# ASSIGNMENT:
Quote all entries exactly, leaving pictures aside.

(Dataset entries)
=====
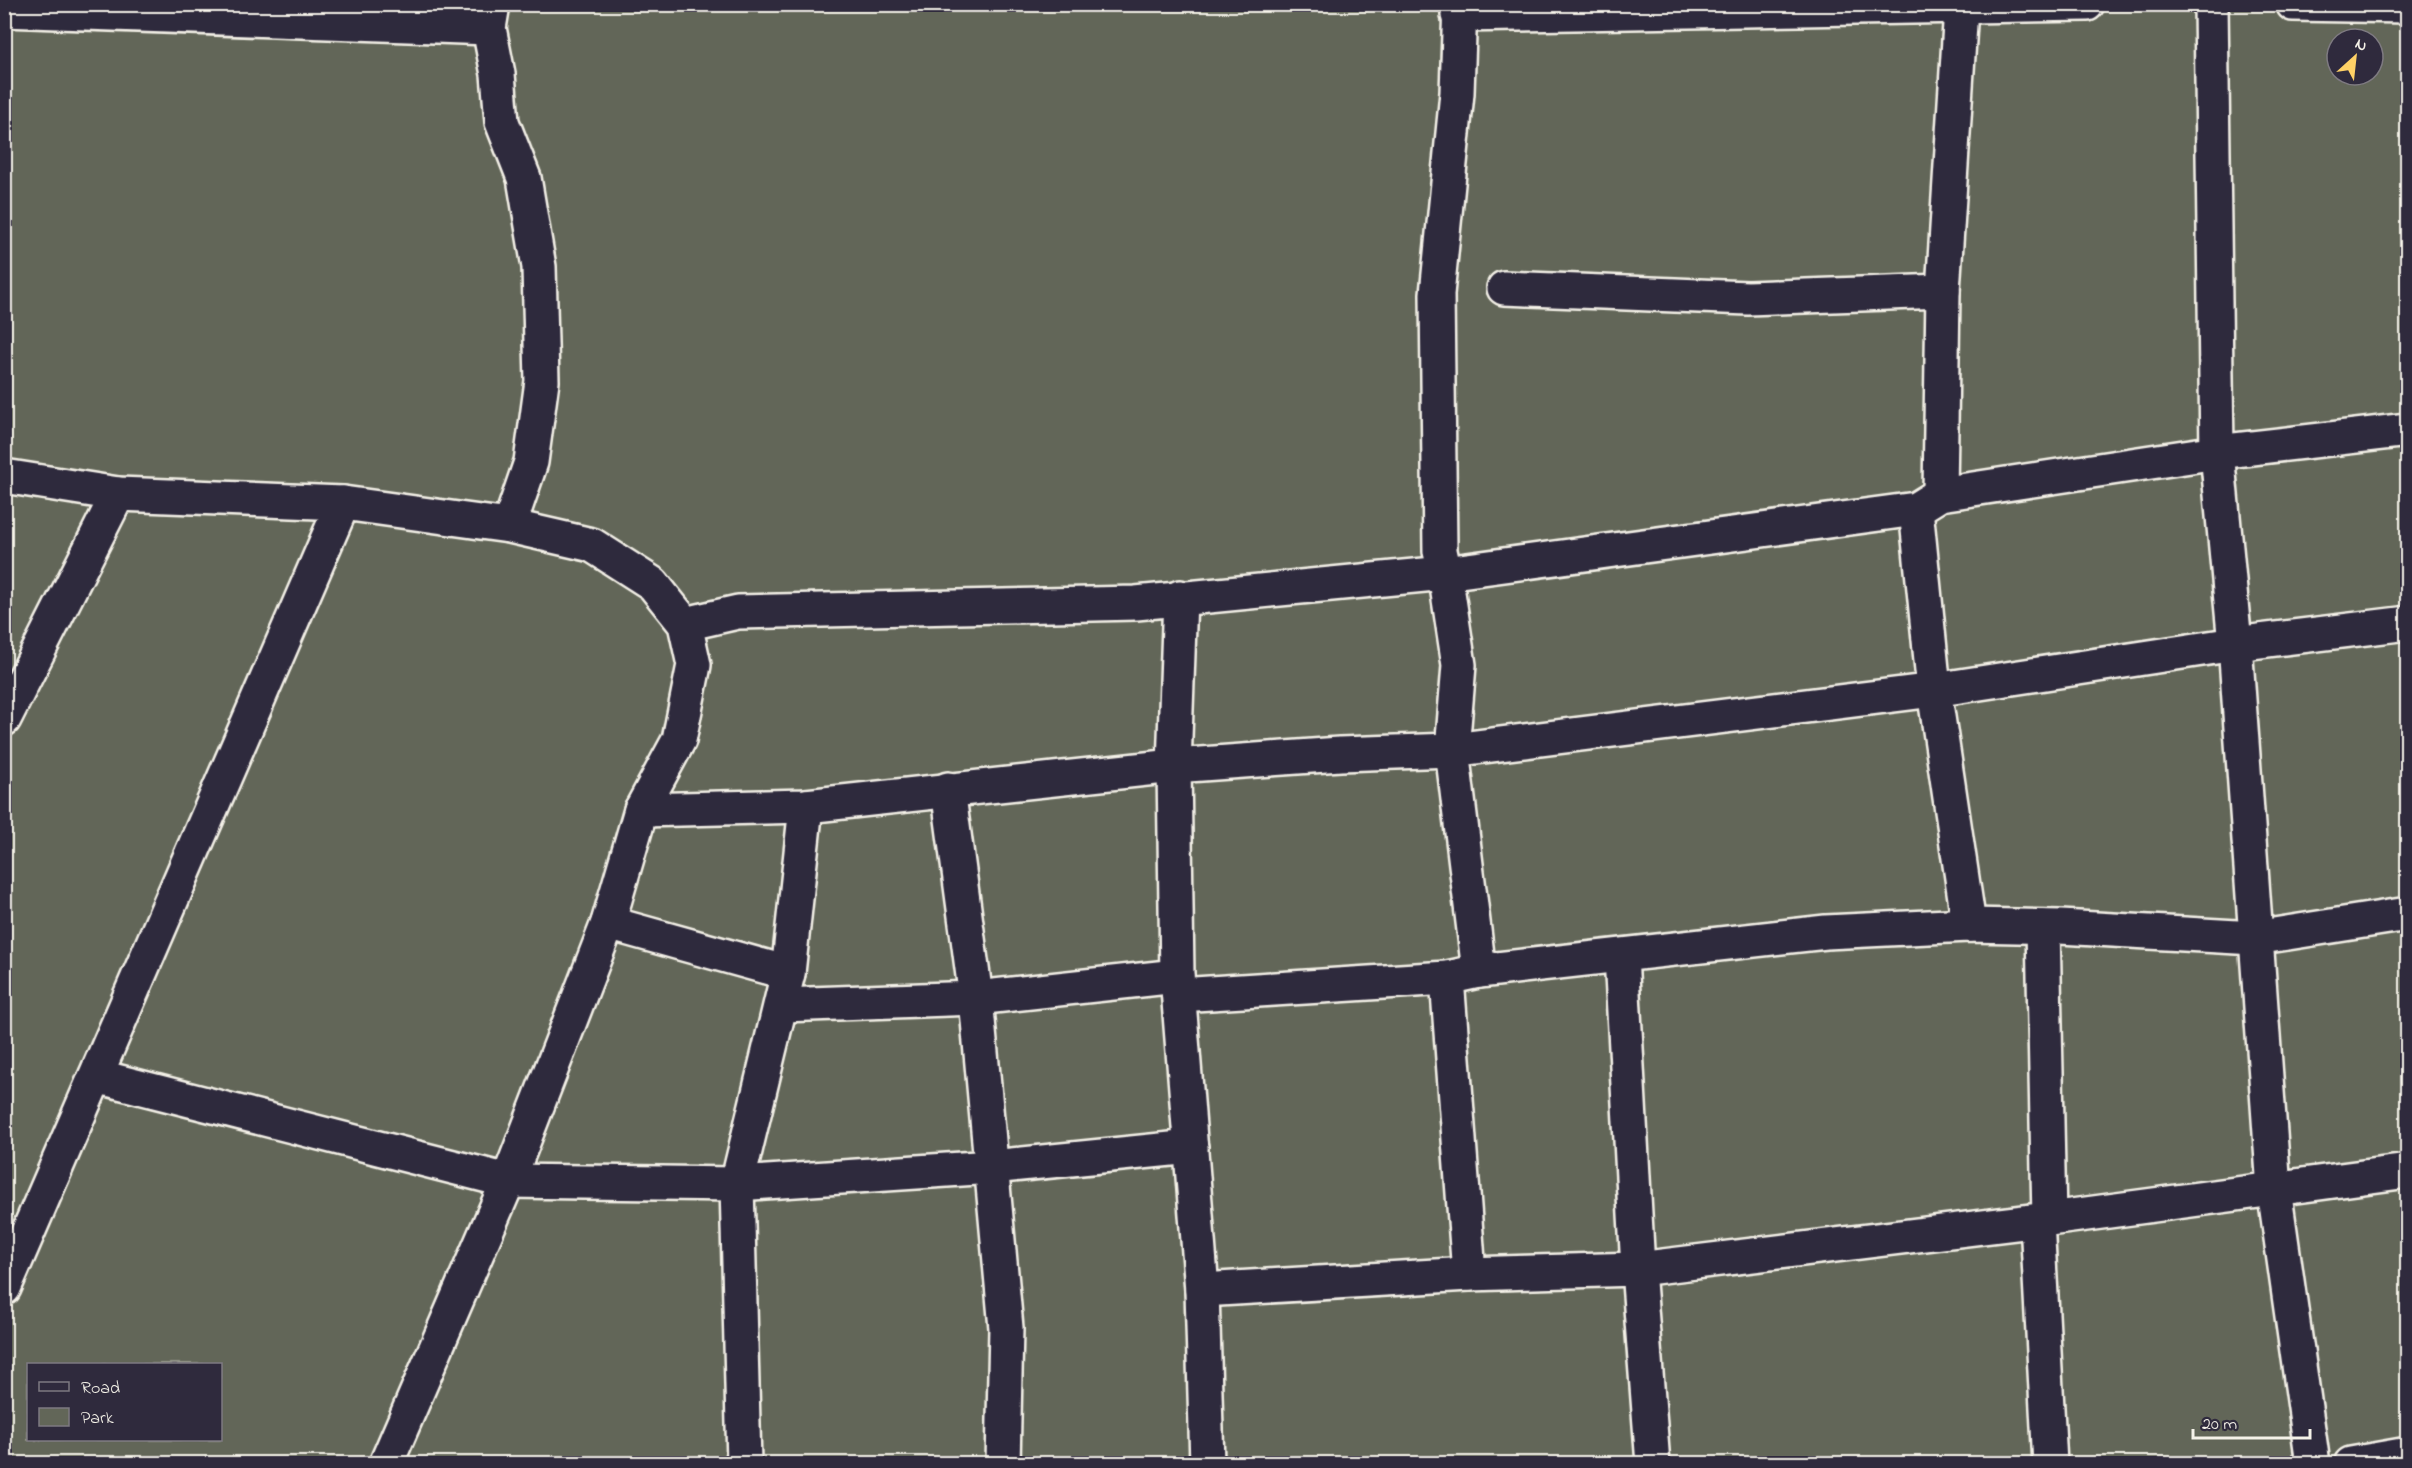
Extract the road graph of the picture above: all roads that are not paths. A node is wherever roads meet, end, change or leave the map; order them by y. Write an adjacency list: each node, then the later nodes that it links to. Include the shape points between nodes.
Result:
1 (2087, 4): 5 (street)
2 (2211, 4): 12 (street)
3 (2293, 4): 4 (street)
4 (2408, 6)
5 (1961, 8): 7 (street); 10 (street)
6 (4, 10): 8 (street)
7 (1459, 10): 18 (street, via 1457,93 1437,294 1440,551)
8 (491, 16): 17 (street, via 502,122 524,178 539,267 542,381 531,462)
9 (1504, 288): 10 (street, via 1748,297)
10 (1943, 291): 15 (street)
11 (2408, 430): 12 (street)
12 (2217, 452): 15 (street); 22 (street)
13 (4, 476): 14 (street)
14 (118, 494): 16 (street); 24 (street)
15 (1928, 501): 18 (street); 23 (street)
16 (343, 503): 17 (street); 41 (street)
17 (509, 526): 21 (street, via 592,545 653,584)
18 (1445, 573): 19 (street); 25 (street, via 1459,665)
19 (1180, 597): 21 (street, via 1136,603 738,612); 26 (street)
20 (2408, 623): 22 (street)
21 (685, 624): 29 (street, via 694,665 679,740)
22 (2235, 644): 23 (street); 34 (street)
23 (1934, 690): 25 (street); 32 (street)
24 (4, 719)
25 (1452, 750): 26 (street); 36 (street)
26 (1174, 766): 27 (street); 38 (street)
27 (948, 789): 28 (street); 40 (street)
28 (806, 806): 29 (street); 39 (street)
29 (641, 810): 31 (street)
30 (2408, 914): 34 (street)
31 (608, 923): 39 (street); 45 (street)
32 (1969, 926): 33 (street); 35 (street, via 1826,932)
33 (2043, 927): 34 (street); 48 (street)
34 (2255, 938): 47 (street)
35 (1621, 956): 36 (street); 49 (street)
36 (1479, 971): 37 (street)
37 (1447, 978): 38 (street); 50 (street)
38 (1178, 985): 40 (street); 42 (street)
39 (785, 989): 40 (street); 46 (street)
40 (976, 998): 43 (street)
41 (96, 1076): 45 (street); 51 (street)
42 (1191, 1147): 43 (street); 52 (street)
43 (992, 1167): 46 (street); 56 (street, via 1006,1328)
44 (2408, 1171): 47 (street)
45 (508, 1181): 46 (street); 54 (street)
46 (737, 1184): 55 (street)
47 (2274, 1189): 48 (street); 60 (street)
48 (2043, 1220): 49 (street); 59 (street)
49 (1638, 1269): 50 (street); 58 (street)
50 (1469, 1274): 52 (street)
51 (4, 1288)
52 (1202, 1290): 57 (street)
53 (2408, 1454): 61 (street)
54 (386, 1464)
55 (744, 1464)
56 (1004, 1464)
57 (1207, 1464)
58 (1653, 1464)
59 (2050, 1464)
60 (2313, 1464)
61 (2351, 1464)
=====
# RESPONSE TO THE EXERCISE:
Extract the road graph of the picture above: all roads that are not paths. A node is wherever roads meet, end, change or leave the map; order them by y. Write an adjacency list: each node, then the later nodes that it links to. Include the shape points between nodes.
Result:
1 (2087, 4): 5 (street)
2 (2211, 4): 12 (street)
3 (2293, 4): 4 (street)
4 (2408, 6)
5 (1961, 8): 7 (street); 10 (street)
6 (4, 10): 8 (street)
7 (1459, 10): 18 (street, via 1457,93 1437,294 1440,551)
8 (491, 16): 17 (street, via 502,122 524,178 539,267 542,381 531,462)
9 (1504, 288): 10 (street, via 1748,297)
10 (1943, 291): 15 (street)
11 (2408, 430): 12 (street)
12 (2217, 452): 15 (street); 22 (street)
13 (4, 476): 14 (street)
14 (118, 494): 16 (street); 24 (street)
15 (1928, 501): 18 (street); 23 (street)
16 (343, 503): 17 (street); 41 (street)
17 (509, 526): 21 (street, via 592,545 653,584)
18 (1445, 573): 19 (street); 25 (street, via 1459,665)
19 (1180, 597): 21 (street, via 1136,603 738,612); 26 (street)
20 (2408, 623): 22 (street)
21 (685, 624): 29 (street, via 694,665 679,740)
22 (2235, 644): 23 (street); 34 (street)
23 (1934, 690): 25 (street); 32 (street)
24 (4, 719)
25 (1452, 750): 26 (street); 36 (street)
26 (1174, 766): 27 (street); 38 (street)
27 (948, 789): 28 (street); 40 (street)
28 (806, 806): 29 (street); 39 (street)
29 (641, 810): 31 (street)
30 (2408, 914): 34 (street)
31 (608, 923): 39 (street); 45 (street)
32 (1969, 926): 33 (street); 35 (street, via 1826,932)
33 (2043, 927): 34 (street); 48 (street)
34 (2255, 938): 47 (street)
35 (1621, 956): 36 (street); 49 (street)
36 (1479, 971): 37 (street)
37 (1447, 978): 38 (street); 50 (street)
38 (1178, 985): 40 (street); 42 (street)
39 (785, 989): 40 (street); 46 (street)
40 (976, 998): 43 (street)
41 (96, 1076): 45 (street); 51 (street)
42 (1191, 1147): 43 (street); 52 (street)
43 (992, 1167): 46 (street); 56 (street, via 1006,1328)
44 (2408, 1171): 47 (street)
45 (508, 1181): 46 (street); 54 (street)
46 (737, 1184): 55 (street)
47 (2274, 1189): 48 (street); 60 (street)
48 (2043, 1220): 49 (street); 59 (street)
49 (1638, 1269): 50 (street); 58 (street)
50 (1469, 1274): 52 (street)
51 (4, 1288)
52 (1202, 1290): 57 (street)
53 (2408, 1454): 61 (street)
54 (386, 1464)
55 (744, 1464)
56 (1004, 1464)
57 (1207, 1464)
58 (1653, 1464)
59 (2050, 1464)
60 (2313, 1464)
61 (2351, 1464)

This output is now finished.